Terdengar helaan nafas dari Jack, aku menoleh menatap perempuan itu. Dia masih menerawang menatap lurus ke atas sana. Karena merasakan kesedihan Jack, aku memeluknya dari samping, kepalaku kembali bersandar di atas dadanya.
"Jangan di lanjutkan kalau kamu tidak kuat, Jackie."
Jack tertawa hambar. Dulu selama pacaran, Jack memang jarang menceritakan tentang keluarganya. Yang aku tahu hanyalah Jack sangat dekat dengan Ayahnya dibanding dengan Ibunya.
"Karena Damang, aku jadi mencintai kopi. Bahkan sangat mencintainya. Sebenernya, setelah selesai rehabilitasi, aku ingin menjadi petani kopi, namun takdir berkata lain. Aku harus mencari separuh jiwaku yang menghilang sebelum aku memantabkan diri menjadi petani kopi dan meninggalkan mimpiku sebagai penulis lagu."
Aku tertegun mendengar perkataan Jack. Terkadang Jack menjadi orang yang sangat mellow seperti ini. Dibalik wajahnya yang suka tersenyum, ada secercah rasa sakit yang harus dia simpan.
"Siapa belahan jiwamu?"
Jack menghembuskan nafasnya, lalu mencium kening ku agak lama.
"Kamu adalah belahan jiwaku, Erika."
Aku menelan ludahku mendengar ucapan Jack. Kembali aku merubah posisiku supaya tidak tidur bersandar pada dadanya. Posisiku berubah menjadi menyamping, kini aku dapat melihat wajah bagian samping kiri Jack.
"Itukah alasanmu melamarku setelah setahun tidak bertemu?"

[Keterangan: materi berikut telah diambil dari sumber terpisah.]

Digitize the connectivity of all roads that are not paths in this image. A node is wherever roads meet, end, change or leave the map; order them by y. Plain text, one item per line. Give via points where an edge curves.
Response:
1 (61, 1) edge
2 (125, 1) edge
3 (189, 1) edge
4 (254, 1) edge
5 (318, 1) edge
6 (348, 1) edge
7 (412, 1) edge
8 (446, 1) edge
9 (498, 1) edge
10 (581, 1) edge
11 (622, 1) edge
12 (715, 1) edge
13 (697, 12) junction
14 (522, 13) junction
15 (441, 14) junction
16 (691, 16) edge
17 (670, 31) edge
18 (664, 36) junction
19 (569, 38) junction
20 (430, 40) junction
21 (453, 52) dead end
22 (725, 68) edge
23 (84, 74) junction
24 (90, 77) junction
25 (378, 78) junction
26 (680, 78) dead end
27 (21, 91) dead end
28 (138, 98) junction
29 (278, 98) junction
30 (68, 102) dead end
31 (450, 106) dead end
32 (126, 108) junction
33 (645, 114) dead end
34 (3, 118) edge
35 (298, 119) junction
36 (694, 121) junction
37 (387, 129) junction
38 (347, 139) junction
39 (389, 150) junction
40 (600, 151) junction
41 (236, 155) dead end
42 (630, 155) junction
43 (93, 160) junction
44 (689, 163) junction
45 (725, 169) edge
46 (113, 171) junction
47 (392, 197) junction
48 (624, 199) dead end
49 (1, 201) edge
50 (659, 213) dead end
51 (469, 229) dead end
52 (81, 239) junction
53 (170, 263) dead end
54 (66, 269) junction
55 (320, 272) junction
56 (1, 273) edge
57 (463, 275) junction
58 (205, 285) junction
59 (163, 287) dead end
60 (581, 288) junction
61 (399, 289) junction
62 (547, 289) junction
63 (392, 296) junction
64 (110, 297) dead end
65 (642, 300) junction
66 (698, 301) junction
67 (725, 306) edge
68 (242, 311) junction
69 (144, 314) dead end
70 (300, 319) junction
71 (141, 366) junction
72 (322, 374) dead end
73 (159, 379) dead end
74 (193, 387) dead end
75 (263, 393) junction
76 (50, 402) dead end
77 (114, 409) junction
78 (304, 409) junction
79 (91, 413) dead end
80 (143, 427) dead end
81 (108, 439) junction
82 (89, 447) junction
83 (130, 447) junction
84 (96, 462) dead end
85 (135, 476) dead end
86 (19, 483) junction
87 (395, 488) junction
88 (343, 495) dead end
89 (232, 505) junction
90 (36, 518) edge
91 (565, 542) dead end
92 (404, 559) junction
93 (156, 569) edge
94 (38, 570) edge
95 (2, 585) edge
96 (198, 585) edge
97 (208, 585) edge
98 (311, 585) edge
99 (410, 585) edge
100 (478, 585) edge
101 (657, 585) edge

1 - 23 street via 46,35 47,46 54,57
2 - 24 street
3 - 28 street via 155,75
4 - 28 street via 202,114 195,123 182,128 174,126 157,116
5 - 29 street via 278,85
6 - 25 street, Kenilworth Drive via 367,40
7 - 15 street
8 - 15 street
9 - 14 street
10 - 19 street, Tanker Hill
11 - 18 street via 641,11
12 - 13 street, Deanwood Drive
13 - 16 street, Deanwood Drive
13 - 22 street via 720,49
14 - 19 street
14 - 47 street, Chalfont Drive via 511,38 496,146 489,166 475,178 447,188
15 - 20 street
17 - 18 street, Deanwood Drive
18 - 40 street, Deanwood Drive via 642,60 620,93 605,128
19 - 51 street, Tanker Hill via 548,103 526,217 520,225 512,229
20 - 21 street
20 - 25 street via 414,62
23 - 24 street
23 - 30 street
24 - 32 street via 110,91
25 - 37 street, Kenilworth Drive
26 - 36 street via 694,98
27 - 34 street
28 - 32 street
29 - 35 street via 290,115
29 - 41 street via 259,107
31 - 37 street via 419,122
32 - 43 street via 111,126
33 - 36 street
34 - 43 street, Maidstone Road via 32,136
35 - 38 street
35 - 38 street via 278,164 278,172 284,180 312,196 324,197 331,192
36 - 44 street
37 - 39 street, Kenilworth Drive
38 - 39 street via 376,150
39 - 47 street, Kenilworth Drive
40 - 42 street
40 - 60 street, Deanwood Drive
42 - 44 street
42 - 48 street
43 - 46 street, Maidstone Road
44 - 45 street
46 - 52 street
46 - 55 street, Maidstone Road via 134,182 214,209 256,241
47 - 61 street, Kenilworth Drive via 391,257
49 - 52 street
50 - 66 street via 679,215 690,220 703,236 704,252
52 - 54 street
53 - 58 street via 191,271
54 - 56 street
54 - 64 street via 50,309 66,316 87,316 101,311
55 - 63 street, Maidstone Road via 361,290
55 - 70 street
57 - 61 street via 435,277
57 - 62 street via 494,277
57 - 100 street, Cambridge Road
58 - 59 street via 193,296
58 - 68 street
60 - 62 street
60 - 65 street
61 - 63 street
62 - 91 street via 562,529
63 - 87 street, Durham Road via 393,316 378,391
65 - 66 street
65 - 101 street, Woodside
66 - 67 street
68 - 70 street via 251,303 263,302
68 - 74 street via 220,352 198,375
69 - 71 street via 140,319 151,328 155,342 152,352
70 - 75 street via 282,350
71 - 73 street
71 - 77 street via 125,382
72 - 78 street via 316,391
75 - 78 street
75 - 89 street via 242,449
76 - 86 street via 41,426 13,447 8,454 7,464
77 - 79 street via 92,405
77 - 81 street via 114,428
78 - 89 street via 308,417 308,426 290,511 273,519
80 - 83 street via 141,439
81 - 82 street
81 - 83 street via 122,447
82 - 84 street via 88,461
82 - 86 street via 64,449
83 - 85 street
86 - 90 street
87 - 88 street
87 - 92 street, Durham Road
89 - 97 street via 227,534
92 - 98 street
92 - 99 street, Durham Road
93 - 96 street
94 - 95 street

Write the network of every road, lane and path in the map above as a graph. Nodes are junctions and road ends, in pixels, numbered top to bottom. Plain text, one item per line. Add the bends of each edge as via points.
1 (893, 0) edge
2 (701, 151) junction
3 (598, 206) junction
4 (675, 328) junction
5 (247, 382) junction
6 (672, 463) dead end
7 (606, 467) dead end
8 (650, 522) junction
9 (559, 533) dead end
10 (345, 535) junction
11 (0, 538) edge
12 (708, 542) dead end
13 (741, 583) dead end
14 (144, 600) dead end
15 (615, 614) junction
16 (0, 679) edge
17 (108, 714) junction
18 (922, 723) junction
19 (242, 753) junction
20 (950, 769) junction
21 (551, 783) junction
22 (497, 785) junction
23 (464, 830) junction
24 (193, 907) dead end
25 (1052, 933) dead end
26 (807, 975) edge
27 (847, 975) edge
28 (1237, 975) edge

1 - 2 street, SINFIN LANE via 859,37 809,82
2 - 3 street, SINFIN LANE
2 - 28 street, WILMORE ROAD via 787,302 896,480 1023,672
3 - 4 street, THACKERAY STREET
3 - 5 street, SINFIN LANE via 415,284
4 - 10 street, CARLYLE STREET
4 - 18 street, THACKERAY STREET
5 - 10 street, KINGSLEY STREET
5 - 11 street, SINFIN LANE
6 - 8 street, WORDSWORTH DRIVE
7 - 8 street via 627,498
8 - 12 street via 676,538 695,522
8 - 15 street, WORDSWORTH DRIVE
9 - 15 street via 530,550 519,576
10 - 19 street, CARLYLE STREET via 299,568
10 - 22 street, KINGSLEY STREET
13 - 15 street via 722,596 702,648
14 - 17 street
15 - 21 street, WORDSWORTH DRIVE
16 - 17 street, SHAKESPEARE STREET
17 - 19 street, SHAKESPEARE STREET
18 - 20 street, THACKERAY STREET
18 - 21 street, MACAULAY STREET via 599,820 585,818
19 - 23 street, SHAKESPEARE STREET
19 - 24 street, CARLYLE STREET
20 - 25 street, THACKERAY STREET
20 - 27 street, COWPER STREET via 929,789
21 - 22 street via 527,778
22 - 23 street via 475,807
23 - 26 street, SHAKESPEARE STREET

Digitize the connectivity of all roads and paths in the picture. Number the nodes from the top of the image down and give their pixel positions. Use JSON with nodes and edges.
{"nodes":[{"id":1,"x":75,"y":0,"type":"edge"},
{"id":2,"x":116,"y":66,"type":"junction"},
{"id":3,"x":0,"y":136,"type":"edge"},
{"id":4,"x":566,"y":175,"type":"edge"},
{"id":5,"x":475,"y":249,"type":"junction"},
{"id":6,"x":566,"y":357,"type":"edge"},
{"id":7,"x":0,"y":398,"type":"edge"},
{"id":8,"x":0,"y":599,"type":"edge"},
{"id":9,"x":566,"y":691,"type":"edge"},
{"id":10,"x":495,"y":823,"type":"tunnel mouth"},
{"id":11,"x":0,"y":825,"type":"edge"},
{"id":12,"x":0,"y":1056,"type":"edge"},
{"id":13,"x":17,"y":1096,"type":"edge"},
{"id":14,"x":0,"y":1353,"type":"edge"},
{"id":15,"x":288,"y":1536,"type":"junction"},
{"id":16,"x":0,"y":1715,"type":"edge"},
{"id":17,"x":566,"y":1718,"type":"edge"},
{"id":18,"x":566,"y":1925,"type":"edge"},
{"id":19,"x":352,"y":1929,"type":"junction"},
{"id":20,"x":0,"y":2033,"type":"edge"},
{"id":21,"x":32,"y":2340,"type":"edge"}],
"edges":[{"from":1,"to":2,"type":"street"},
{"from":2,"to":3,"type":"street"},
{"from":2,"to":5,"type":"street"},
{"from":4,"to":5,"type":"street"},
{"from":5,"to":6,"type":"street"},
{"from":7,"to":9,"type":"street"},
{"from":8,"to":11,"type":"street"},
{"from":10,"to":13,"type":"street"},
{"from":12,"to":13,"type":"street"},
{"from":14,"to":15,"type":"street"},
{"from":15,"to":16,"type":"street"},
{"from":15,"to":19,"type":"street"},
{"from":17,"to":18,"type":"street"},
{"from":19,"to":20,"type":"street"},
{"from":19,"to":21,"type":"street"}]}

Jack ikut merubah posisinya, dia tidur menyamping ke kiri. Kini kami tidur saling berhadapan. Tangan kanan Jack terulur untuk merapikan poniku, kemudian tangan itu menangkup pipiku.
"Aku tahu kenapa kamu memutuskan aku waktu itu. Kamu putus denganku bukan karena kamu sudah tidak sayang lagi, tapi karena kamu ingin menghukumku bukan?"
Aku tersenyum, sebelah tanganku meraih tangan Jack yang berada di atas pipiku, lalu aku membawa tangan itu agar bisa aku dekap dan ku cium.
"Aku tahu kamu masih menyayangiku, Erika. Begitu juga dengan aku. Aku masih tetap menyayangimu, kamu adalah definisi bahagiaku. Maafkan aku yang dulu, aku yang bodoh, aku yang lebih memilih barang haram, dan tidak melihat ada malaikat yang begitu baik yang mau menemani aku di masa-masa suramku."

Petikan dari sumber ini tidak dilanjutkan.